[Excerpts from a dataset]
╔══
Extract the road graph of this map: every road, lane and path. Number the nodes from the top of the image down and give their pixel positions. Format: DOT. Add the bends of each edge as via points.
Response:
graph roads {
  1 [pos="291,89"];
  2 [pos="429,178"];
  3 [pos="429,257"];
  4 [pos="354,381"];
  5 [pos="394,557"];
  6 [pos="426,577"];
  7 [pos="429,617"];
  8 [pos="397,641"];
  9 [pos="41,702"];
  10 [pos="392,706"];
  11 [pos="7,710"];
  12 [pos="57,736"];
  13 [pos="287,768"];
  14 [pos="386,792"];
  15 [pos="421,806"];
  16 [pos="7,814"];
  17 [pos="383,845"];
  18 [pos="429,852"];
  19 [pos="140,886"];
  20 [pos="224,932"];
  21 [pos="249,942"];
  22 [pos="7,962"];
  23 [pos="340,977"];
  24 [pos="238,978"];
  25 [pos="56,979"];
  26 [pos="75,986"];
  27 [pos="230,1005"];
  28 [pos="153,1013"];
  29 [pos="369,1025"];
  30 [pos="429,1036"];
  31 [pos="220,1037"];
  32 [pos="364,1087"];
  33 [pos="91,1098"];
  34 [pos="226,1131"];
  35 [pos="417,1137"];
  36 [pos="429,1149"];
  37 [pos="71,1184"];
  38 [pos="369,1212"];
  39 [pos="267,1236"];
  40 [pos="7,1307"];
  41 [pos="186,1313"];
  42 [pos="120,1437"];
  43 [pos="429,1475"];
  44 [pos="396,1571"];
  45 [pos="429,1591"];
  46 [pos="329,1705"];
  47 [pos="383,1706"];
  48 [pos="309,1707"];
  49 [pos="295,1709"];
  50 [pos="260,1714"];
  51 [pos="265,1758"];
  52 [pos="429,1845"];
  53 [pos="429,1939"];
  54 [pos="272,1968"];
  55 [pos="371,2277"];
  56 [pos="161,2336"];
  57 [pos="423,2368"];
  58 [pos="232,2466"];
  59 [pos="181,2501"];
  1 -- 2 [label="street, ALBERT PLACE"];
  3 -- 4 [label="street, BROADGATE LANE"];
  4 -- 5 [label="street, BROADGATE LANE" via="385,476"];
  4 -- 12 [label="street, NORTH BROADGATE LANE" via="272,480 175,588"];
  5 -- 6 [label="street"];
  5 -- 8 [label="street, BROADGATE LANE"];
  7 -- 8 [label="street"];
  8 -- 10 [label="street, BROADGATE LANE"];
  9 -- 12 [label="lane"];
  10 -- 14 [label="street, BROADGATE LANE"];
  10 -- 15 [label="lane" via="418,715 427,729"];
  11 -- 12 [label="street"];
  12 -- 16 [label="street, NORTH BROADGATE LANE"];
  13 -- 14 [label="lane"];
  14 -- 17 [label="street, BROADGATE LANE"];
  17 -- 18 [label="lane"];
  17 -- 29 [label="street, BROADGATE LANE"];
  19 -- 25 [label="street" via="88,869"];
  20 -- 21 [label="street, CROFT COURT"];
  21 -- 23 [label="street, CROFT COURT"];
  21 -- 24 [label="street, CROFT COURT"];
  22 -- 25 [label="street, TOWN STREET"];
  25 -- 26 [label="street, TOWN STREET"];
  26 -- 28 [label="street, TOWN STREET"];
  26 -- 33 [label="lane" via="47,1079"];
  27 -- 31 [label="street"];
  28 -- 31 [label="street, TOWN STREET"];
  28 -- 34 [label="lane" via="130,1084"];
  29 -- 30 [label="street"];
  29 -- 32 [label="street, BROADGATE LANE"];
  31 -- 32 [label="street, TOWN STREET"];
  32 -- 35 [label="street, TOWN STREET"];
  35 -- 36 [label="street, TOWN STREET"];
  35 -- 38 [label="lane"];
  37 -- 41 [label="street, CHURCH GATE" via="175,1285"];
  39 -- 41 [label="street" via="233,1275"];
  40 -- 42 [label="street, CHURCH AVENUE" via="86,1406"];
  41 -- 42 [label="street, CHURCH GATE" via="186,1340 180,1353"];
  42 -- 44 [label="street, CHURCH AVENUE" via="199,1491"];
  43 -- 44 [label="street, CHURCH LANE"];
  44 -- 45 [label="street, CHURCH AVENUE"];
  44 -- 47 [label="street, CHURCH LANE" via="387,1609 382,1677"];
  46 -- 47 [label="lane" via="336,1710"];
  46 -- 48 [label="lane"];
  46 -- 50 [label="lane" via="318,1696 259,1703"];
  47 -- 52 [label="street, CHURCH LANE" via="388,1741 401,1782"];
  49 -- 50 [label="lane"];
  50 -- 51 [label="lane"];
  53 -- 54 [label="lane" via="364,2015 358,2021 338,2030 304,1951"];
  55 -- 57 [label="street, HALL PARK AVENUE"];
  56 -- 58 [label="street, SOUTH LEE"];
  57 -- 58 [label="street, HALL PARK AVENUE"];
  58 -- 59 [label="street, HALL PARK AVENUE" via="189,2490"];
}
╚══
▶ **Task details**
Within the entries, find all lines that contain "BROADGATE" and copy each one.

▶ **Response box**
  3 -- 4 [label="street, BROADGATE LANE"];
  4 -- 5 [label="street, BROADGATE LANE" via="385,476"];
  4 -- 12 [label="street, NORTH BROADGATE LANE" via="272,480 175,588"];
  5 -- 8 [label="street, BROADGATE LANE"];
  8 -- 10 [label="street, BROADGATE LANE"];
  10 -- 14 [label="street, BROADGATE LANE"];
  12 -- 16 [label="street, NORTH BROADGATE LANE"];
  14 -- 17 [label="street, BROADGATE LANE"];
  17 -- 29 [label="street, BROADGATE LANE"];
  29 -- 32 [label="street, BROADGATE LANE"];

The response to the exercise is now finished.